What you have to do
I'd like every line in the following listing that holds "César" copied.
= Beginning of Section =
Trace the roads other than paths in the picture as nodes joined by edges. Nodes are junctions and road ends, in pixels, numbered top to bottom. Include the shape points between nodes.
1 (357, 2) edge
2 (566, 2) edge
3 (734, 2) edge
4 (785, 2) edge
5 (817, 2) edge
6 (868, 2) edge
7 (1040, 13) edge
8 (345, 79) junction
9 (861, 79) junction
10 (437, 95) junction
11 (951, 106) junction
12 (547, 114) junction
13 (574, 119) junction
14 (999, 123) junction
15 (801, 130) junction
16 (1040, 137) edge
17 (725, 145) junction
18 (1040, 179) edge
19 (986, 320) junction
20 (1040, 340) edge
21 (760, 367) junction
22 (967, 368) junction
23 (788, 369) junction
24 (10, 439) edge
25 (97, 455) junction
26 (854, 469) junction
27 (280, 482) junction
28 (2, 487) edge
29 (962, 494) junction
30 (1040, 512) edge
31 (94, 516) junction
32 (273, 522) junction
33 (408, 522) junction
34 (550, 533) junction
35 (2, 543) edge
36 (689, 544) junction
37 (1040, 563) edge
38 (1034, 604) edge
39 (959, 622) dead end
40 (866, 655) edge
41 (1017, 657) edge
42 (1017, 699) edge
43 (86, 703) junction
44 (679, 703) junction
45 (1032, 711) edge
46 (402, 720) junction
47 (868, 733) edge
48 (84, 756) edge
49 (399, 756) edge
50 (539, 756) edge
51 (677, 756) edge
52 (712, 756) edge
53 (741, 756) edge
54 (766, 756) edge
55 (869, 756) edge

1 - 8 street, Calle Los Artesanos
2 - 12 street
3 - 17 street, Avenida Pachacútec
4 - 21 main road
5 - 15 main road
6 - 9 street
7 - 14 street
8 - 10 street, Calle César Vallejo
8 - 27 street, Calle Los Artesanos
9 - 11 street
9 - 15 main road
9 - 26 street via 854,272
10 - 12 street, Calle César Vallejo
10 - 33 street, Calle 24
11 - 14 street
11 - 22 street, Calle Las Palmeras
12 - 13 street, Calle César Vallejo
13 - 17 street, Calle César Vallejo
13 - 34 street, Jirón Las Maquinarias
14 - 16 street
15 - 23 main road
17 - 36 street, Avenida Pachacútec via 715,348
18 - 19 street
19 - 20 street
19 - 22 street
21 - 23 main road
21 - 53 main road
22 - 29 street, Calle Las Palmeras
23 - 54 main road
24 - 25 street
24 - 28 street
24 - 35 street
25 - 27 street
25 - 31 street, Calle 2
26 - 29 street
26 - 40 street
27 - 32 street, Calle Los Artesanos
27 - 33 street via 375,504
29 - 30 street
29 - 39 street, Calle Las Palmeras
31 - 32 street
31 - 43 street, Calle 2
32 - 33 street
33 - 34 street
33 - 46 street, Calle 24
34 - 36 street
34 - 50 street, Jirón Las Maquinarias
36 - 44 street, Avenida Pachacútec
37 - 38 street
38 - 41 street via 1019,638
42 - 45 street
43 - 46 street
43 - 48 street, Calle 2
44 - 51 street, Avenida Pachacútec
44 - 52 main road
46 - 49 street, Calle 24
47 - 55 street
= End of Section =
Your solution
8 - 10 street, Calle César Vallejo
10 - 12 street, Calle César Vallejo
12 - 13 street, Calle César Vallejo
13 - 17 street, Calle César Vallejo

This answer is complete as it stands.